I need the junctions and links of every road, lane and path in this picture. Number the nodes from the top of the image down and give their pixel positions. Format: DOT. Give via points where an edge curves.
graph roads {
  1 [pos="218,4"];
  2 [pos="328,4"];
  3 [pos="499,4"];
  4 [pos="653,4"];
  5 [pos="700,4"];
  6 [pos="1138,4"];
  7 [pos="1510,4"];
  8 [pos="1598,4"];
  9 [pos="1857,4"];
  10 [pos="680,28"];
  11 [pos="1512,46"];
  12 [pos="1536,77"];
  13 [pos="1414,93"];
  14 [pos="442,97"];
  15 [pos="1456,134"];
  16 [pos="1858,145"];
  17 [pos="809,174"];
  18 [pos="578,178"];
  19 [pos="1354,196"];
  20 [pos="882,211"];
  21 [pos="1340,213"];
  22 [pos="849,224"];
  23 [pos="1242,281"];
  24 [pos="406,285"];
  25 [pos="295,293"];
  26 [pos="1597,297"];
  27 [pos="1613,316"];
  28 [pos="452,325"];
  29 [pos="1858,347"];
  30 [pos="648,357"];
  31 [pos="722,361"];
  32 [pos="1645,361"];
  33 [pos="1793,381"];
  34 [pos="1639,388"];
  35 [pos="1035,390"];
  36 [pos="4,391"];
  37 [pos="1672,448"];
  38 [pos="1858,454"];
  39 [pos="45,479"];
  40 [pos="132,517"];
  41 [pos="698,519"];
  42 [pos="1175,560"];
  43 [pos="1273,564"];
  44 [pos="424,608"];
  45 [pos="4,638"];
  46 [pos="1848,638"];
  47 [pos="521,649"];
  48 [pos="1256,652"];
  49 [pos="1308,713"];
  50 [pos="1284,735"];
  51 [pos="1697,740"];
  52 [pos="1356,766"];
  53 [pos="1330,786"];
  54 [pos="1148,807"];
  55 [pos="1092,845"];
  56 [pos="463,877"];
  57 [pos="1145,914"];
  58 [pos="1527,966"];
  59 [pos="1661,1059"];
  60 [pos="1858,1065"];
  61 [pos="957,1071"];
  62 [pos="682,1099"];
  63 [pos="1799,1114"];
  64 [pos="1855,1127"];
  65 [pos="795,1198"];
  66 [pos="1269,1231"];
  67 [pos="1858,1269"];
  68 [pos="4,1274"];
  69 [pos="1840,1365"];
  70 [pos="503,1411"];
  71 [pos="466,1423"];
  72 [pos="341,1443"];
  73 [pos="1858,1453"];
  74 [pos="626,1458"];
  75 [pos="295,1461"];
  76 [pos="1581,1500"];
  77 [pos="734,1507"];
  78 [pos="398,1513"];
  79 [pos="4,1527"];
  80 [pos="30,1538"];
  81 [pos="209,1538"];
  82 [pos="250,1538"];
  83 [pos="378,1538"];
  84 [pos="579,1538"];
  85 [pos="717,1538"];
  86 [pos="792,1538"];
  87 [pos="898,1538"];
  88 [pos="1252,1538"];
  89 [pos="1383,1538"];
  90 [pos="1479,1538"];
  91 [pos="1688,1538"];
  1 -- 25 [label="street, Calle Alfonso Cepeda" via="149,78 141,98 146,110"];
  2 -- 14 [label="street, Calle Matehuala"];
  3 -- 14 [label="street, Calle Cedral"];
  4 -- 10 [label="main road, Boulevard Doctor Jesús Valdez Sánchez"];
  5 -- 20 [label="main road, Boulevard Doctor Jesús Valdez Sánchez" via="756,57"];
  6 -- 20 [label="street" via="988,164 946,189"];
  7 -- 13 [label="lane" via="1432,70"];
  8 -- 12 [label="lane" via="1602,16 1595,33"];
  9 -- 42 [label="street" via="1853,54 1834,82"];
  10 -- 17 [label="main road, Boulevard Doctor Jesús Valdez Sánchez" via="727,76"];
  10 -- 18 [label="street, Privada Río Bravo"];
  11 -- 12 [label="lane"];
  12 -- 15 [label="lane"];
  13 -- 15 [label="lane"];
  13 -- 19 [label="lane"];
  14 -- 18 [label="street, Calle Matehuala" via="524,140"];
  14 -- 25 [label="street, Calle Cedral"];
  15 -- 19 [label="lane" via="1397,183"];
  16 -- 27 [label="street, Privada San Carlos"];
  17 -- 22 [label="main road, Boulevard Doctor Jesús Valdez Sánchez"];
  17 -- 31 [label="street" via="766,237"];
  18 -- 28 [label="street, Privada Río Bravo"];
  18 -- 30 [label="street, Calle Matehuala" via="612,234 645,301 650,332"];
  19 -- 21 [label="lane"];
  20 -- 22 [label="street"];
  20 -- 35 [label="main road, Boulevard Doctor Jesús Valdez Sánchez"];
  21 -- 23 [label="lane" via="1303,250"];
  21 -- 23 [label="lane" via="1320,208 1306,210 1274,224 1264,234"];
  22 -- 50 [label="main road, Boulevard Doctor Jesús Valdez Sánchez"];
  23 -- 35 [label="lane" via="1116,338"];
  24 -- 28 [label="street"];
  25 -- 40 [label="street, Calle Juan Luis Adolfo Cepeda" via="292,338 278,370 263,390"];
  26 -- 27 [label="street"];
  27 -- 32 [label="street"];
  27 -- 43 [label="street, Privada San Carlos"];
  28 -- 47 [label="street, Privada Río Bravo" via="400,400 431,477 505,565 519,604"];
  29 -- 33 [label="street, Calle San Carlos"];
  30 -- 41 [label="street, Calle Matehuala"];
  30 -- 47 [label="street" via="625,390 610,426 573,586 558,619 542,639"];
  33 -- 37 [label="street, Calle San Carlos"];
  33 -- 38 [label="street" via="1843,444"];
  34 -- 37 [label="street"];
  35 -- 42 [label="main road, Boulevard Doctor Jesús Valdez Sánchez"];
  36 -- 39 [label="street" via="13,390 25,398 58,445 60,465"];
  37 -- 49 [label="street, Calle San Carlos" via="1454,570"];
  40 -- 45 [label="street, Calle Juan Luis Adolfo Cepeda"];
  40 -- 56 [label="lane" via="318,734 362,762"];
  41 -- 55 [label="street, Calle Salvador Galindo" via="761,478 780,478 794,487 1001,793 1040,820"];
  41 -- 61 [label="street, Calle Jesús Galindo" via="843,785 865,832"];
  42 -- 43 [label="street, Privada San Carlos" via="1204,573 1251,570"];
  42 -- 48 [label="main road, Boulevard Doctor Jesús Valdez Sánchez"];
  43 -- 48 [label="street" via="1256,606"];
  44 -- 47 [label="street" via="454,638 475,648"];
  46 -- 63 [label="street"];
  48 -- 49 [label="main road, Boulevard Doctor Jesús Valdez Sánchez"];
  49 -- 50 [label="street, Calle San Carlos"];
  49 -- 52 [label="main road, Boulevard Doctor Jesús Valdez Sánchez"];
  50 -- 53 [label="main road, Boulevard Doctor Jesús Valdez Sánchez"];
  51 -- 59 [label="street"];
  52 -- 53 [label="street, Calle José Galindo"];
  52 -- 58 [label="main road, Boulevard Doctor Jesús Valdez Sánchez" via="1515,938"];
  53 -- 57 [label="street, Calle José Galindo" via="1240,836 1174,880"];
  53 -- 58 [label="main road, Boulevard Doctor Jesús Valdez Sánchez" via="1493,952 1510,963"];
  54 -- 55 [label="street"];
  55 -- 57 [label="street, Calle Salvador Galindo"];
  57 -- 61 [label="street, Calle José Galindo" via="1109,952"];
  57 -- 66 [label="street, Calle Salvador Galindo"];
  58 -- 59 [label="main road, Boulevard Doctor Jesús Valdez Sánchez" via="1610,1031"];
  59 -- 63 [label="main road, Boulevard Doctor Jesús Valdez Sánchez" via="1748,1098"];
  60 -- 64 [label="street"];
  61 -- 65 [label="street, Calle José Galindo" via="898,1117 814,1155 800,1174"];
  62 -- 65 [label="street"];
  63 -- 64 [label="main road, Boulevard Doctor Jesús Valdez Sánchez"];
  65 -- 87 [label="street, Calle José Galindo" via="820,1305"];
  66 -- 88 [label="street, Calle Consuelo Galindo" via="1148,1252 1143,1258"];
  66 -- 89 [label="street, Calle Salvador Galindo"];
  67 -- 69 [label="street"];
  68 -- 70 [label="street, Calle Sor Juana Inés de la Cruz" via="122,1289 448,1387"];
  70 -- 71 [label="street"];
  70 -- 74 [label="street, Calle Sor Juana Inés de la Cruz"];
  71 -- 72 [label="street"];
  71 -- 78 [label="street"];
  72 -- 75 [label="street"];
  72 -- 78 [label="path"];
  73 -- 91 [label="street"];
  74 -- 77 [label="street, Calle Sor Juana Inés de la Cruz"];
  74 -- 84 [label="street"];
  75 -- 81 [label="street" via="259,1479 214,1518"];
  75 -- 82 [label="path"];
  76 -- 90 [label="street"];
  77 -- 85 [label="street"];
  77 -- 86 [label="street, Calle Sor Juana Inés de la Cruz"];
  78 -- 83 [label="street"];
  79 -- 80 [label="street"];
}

--- WORK REQUIRED ---
Pick every line containing the word "Bravo" out of the material, and copy those lines.

--- RESULT ---
  10 -- 18 [label="street, Privada Río Bravo"];
  18 -- 28 [label="street, Privada Río Bravo"];
  28 -- 47 [label="street, Privada Río Bravo" via="400,400 431,477 505,565 519,604"];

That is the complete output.